Key skills and interests
To become a loan officer, you would need:
- excellent customer service skills
- good, clear communication skills
- a high level of numeracy
- strong attention to detail and accuracy
- good organisational skills
- good computer skills
- the ability to work in a timely manner.
Working hours and conditions
As a loan officer you would usually work a standard number of hours per week. Many loan officers see clients in their own homes in the evenings or at the weekend.
You would spend you time based in an office but may visit clients in their homes or businesses.
How to become an Loan Officer?
Entry Level Education
Although no formal qualifications are strictly required to become a loan officer, most financial services and banking industry loan officers would have a degree in economics, commerce, accounting or a related area.

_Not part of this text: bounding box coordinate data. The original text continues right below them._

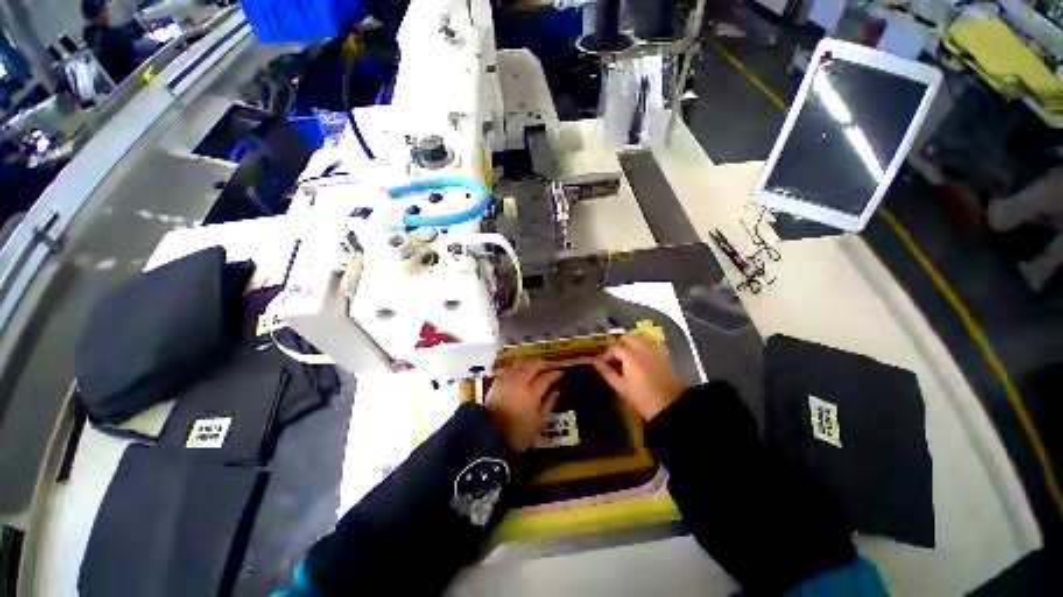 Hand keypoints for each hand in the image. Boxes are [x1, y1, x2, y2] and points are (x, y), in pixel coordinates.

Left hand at [486, 360, 561, 452]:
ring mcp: (507, 381)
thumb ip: (549, 404)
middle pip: (533, 366)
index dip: (554, 374)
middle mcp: (519, 382)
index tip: (560, 372)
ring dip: (530, 363)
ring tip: (536, 366)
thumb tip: (557, 392)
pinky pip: (508, 369)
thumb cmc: (518, 434)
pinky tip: (519, 370)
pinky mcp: (496, 383)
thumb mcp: (538, 423)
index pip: (546, 377)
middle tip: (550, 366)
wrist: (489, 437)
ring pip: (520, 364)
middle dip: (543, 364)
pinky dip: (516, 367)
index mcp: (532, 393)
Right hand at [593, 335, 682, 420]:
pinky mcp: (663, 354)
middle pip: (627, 339)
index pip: (614, 348)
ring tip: (626, 355)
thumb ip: (606, 372)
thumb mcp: (620, 386)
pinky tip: (640, 355)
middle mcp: (642, 348)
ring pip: (640, 338)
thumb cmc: (641, 397)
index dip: (606, 355)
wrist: (668, 405)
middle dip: (619, 346)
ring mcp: (654, 350)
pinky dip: (643, 344)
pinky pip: (651, 342)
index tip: (602, 363)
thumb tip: (595, 362)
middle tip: (614, 359)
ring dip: (631, 343)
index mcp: (630, 355) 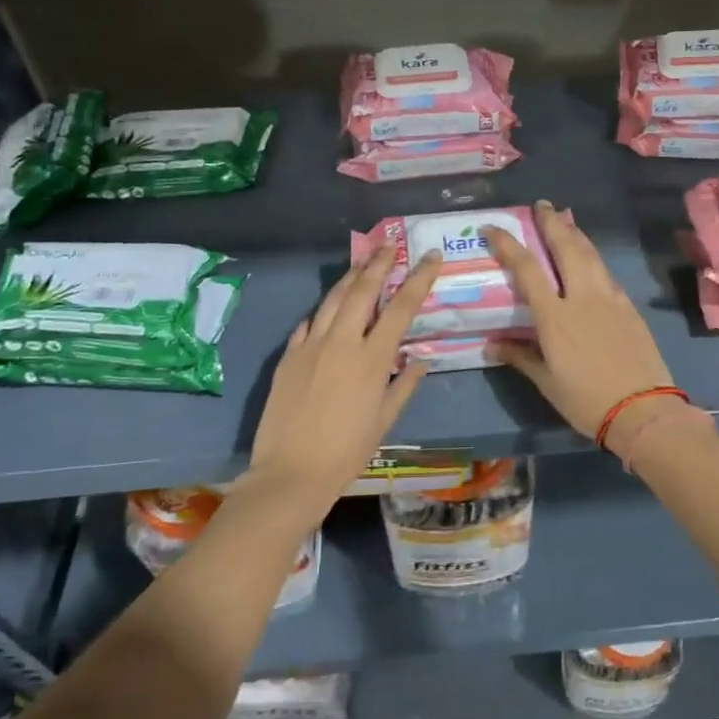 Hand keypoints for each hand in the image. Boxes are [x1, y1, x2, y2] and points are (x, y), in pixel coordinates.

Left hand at [247, 249, 443, 510]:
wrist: (290, 473)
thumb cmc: (346, 452)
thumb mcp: (384, 420)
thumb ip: (403, 385)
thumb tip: (420, 359)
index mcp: (371, 359)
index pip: (400, 308)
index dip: (418, 279)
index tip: (431, 257)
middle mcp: (341, 343)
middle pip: (362, 291)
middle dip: (378, 263)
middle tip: (389, 245)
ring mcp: (310, 346)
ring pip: (331, 299)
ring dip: (349, 277)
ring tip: (362, 262)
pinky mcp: (288, 356)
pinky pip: (308, 323)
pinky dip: (322, 311)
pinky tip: (327, 309)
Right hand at [484, 201, 676, 442]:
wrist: (643, 410)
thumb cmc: (587, 400)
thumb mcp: (547, 382)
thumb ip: (520, 357)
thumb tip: (491, 346)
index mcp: (555, 316)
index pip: (526, 269)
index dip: (508, 244)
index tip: (493, 227)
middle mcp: (582, 297)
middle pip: (565, 248)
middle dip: (551, 223)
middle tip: (542, 204)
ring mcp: (609, 298)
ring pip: (590, 255)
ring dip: (575, 233)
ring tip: (566, 219)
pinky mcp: (628, 306)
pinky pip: (606, 272)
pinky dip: (593, 256)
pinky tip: (590, 257) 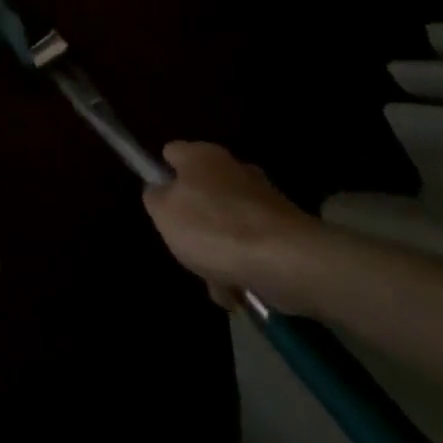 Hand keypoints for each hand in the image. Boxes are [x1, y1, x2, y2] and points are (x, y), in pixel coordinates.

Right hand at [142, 141, 328, 313]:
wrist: (287, 261)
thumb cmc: (214, 229)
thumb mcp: (164, 212)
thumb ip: (154, 197)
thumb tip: (160, 191)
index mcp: (201, 155)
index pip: (171, 153)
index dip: (161, 174)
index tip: (159, 202)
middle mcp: (232, 168)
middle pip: (201, 191)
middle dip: (193, 222)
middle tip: (186, 247)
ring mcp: (262, 198)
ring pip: (226, 223)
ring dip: (218, 251)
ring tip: (216, 281)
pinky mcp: (284, 228)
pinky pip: (252, 245)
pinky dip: (244, 265)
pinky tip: (239, 289) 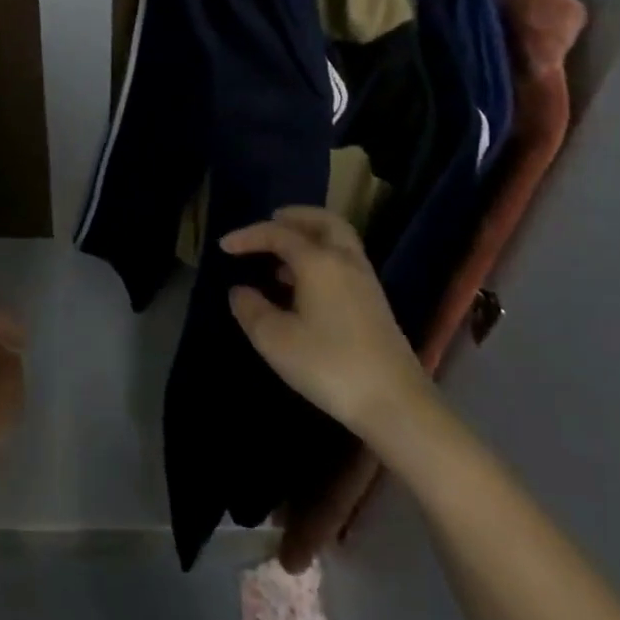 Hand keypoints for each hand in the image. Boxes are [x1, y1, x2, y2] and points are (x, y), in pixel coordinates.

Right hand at [222, 207, 427, 440]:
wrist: (395, 402)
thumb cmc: (329, 365)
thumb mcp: (276, 340)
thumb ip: (252, 310)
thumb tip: (239, 291)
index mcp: (319, 261)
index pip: (279, 234)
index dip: (248, 236)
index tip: (224, 246)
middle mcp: (345, 261)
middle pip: (323, 221)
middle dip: (294, 217)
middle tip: (270, 222)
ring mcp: (365, 281)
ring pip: (338, 240)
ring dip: (309, 237)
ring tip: (280, 257)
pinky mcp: (375, 303)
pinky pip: (344, 261)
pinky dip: (322, 257)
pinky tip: (304, 286) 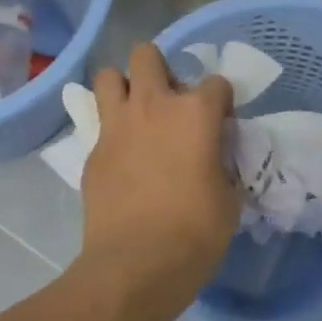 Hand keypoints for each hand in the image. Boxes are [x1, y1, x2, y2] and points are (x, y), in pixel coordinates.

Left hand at [79, 43, 237, 315]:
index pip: (216, 83)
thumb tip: (213, 157)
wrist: (136, 265)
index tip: (221, 127)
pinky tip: (123, 158)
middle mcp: (153, 106)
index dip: (221, 104)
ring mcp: (116, 127)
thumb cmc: (196, 233)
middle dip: (161, 71)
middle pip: (148, 56)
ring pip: (109, 76)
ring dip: (126, 88)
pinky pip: (100, 124)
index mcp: (195, 114)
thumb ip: (222, 164)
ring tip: (138, 115)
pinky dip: (113, 131)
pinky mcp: (92, 151)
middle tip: (171, 104)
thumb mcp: (229, 198) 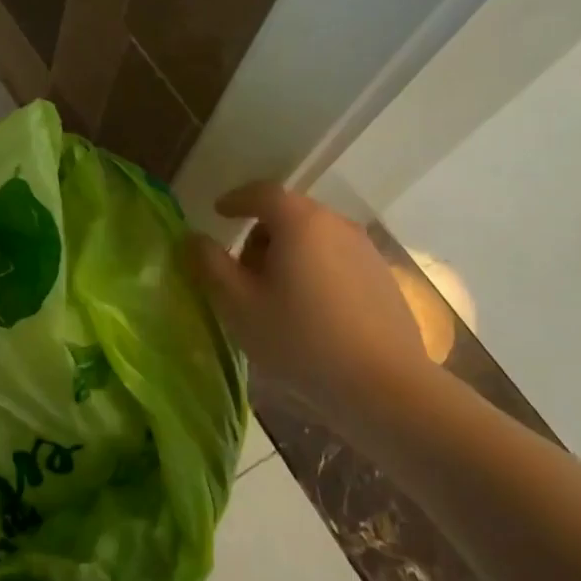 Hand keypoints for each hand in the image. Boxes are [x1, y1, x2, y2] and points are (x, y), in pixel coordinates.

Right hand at [186, 182, 430, 432]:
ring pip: (315, 237)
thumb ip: (210, 265)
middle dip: (261, 233)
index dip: (236, 200)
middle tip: (242, 269)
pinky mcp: (384, 278)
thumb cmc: (301, 339)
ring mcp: (365, 250)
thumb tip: (194, 238)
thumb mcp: (239, 305)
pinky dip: (316, 270)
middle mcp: (335, 224)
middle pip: (290, 214)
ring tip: (276, 295)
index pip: (261, 193)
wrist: (386, 387)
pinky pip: (337, 260)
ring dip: (290, 253)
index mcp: (299, 221)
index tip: (218, 212)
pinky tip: (311, 311) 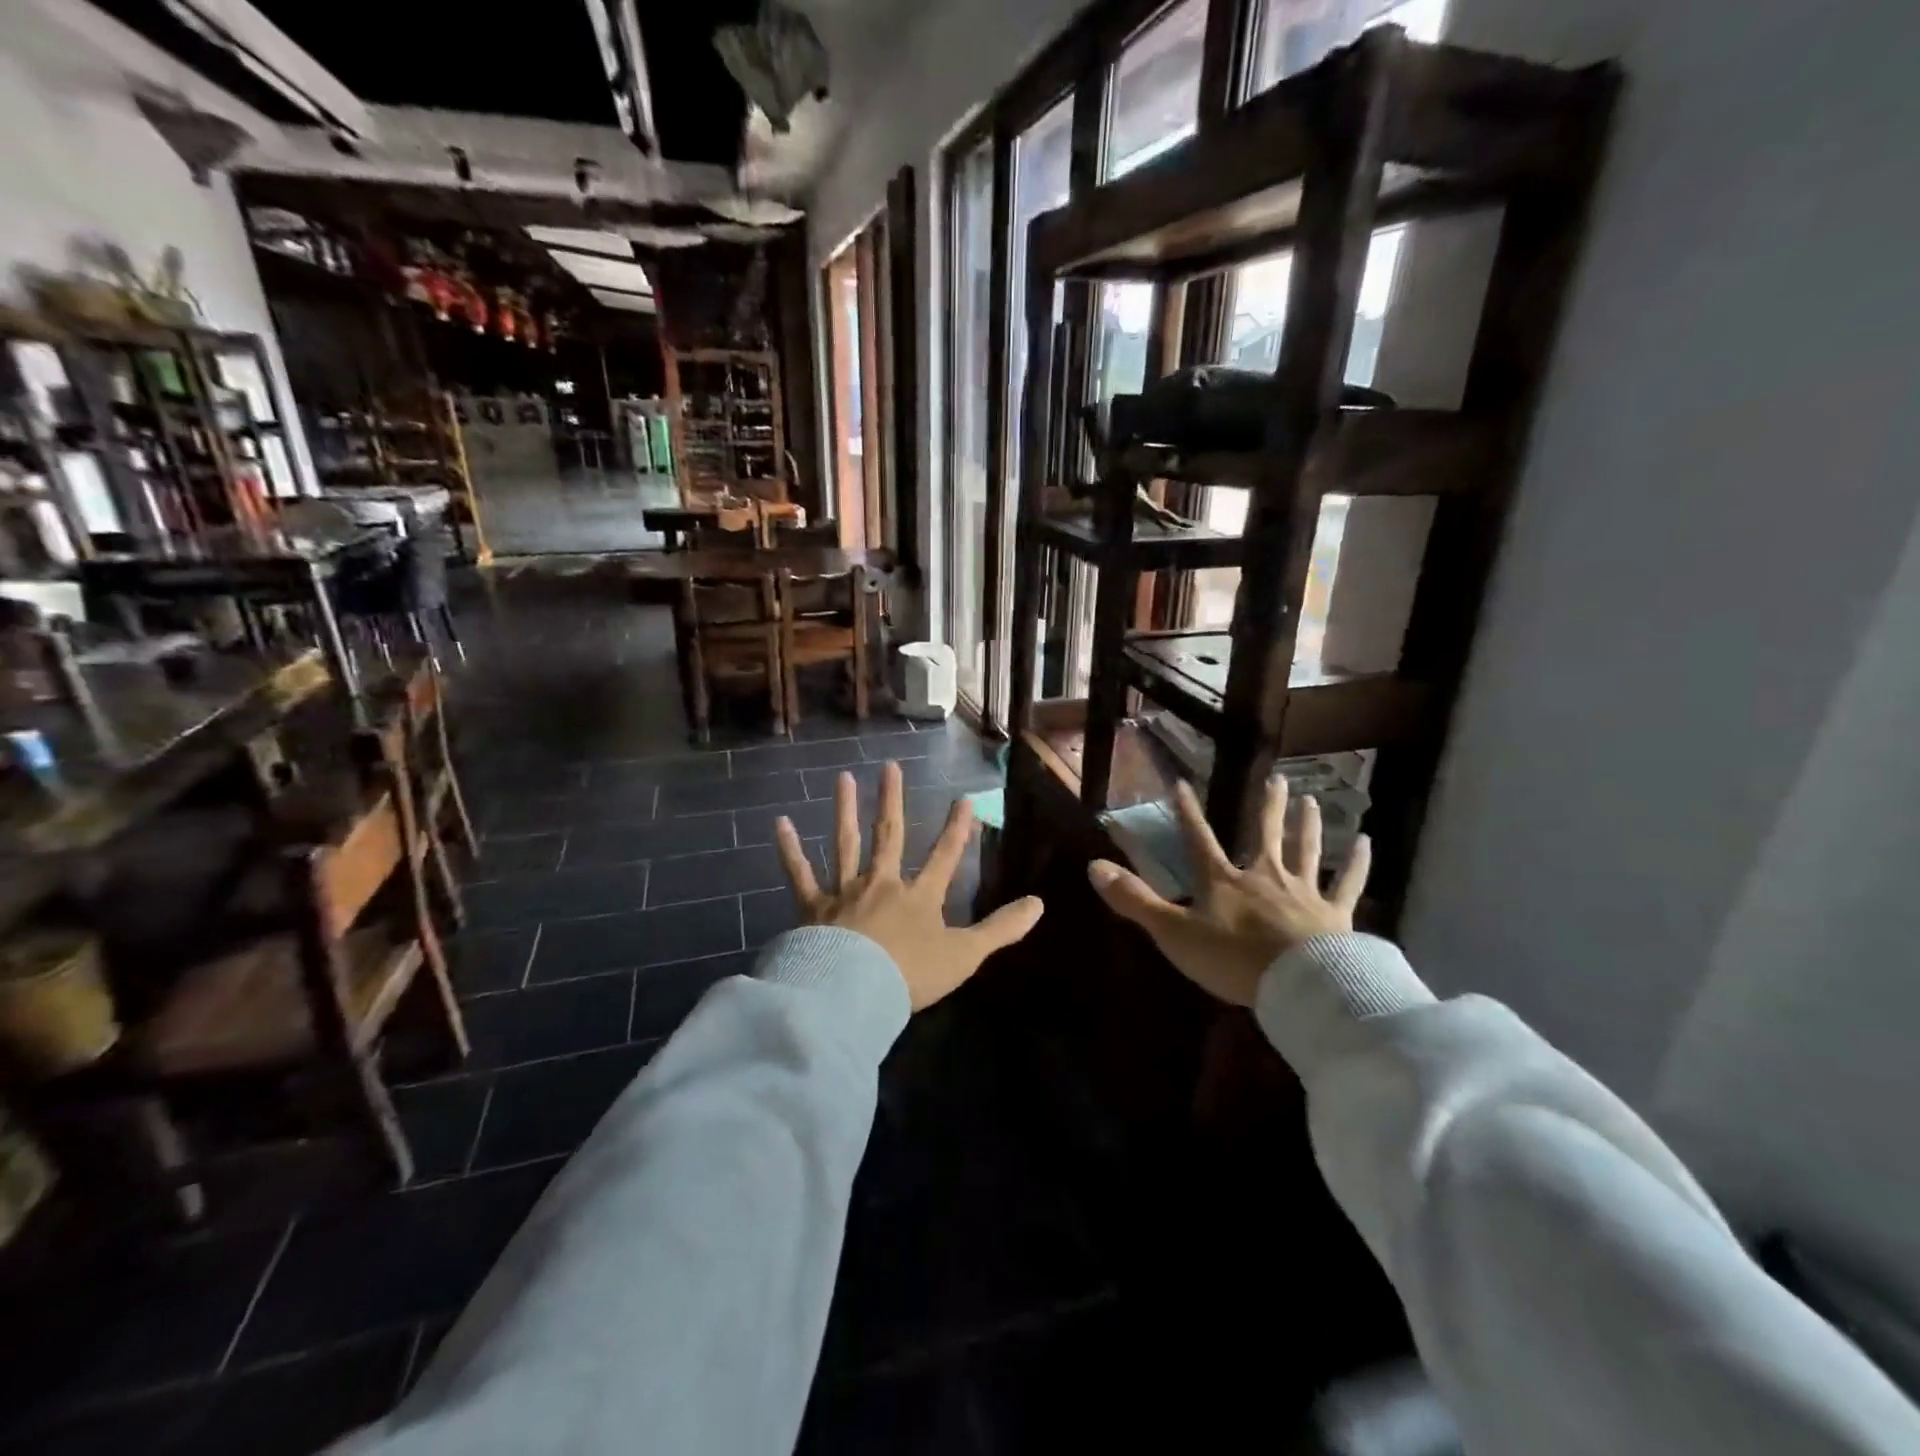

To get into degree courses, you need to gain your senior secondary school certificate or equivalent. English and maths would be appropriate subjects to study prior to university.
You may also become a loan officer through a traineeship in Credit Management. Employers would generally require a senior secondary school certificate or equivalent.
Most loan officers would start their careers in loan administration or similar roles, and gradually gain the experience to become loan officers.
Employment of loan officers is projected to decline slightly.
The need for loan officers usually mirrors the economy, there are more opportunities in times of economic growth, low interest rates, and population growth as these all create a demand for loans and lending. However, with increasing use of technology in this field as well as less loan applications being done in person but instead over the phone or online, fewer loan officers are needed to process these applications. As new technologies improve the need for people to use a loan officer, or financial insitutions to have qualified loan officers will decline.